■ **WHAT YOU ARE ASKED TO DO**: Set down each record that follows exactly. Drop the images.
• • • • • • •
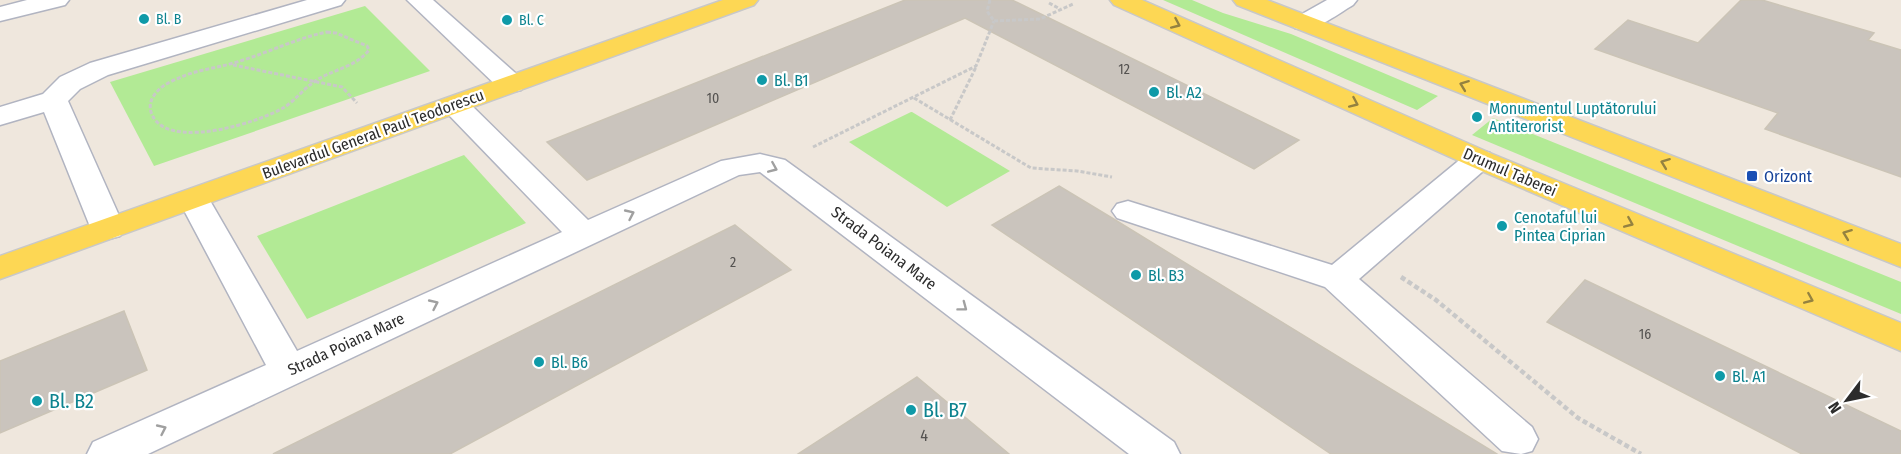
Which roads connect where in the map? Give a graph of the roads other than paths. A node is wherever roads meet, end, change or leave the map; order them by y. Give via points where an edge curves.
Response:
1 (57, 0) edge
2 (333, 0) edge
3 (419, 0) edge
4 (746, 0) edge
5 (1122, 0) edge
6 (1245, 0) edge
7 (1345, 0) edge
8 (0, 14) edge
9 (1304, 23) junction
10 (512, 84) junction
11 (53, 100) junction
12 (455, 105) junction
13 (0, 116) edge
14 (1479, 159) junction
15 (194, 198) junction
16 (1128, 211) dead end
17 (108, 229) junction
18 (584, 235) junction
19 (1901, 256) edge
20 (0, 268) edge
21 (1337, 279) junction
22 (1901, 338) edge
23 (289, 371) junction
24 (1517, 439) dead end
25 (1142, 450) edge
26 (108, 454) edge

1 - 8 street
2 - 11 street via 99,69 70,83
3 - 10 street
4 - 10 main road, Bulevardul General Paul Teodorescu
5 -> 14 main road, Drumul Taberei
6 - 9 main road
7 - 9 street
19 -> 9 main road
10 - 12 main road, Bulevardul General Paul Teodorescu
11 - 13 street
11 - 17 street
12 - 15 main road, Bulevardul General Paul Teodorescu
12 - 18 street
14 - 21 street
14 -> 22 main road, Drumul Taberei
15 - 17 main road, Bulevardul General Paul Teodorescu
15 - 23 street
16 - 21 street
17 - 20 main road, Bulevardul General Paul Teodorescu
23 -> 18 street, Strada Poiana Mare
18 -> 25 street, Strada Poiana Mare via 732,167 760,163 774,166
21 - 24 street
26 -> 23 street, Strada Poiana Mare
• • • • • • •
■ **TASK RESPONSE**:
Which roads connect where in the map? Give a graph of the roads other than paths. A node is wherever roads meet, end, change or leave the map; order them by y. Give via points where an edge curves.
Response:
1 (57, 0) edge
2 (333, 0) edge
3 (419, 0) edge
4 (746, 0) edge
5 (1122, 0) edge
6 (1245, 0) edge
7 (1345, 0) edge
8 (0, 14) edge
9 (1304, 23) junction
10 (512, 84) junction
11 (53, 100) junction
12 (455, 105) junction
13 (0, 116) edge
14 (1479, 159) junction
15 (194, 198) junction
16 (1128, 211) dead end
17 (108, 229) junction
18 (584, 235) junction
19 (1901, 256) edge
20 (0, 268) edge
21 (1337, 279) junction
22 (1901, 338) edge
23 (289, 371) junction
24 (1517, 439) dead end
25 (1142, 450) edge
26 (108, 454) edge

1 - 8 street
2 - 11 street via 99,69 70,83
3 - 10 street
4 - 10 main road, Bulevardul General Paul Teodorescu
5 -> 14 main road, Drumul Taberei
6 - 9 main road
7 - 9 street
19 -> 9 main road
10 - 12 main road, Bulevardul General Paul Teodorescu
11 - 13 street
11 - 17 street
12 - 15 main road, Bulevardul General Paul Teodorescu
12 - 18 street
14 - 21 street
14 -> 22 main road, Drumul Taberei
15 - 17 main road, Bulevardul General Paul Teodorescu
15 - 23 street
16 - 21 street
17 - 20 main road, Bulevardul General Paul Teodorescu
23 -> 18 street, Strada Poiana Mare
18 -> 25 street, Strada Poiana Mare via 732,167 760,163 774,166
21 - 24 street
26 -> 23 street, Strada Poiana Mare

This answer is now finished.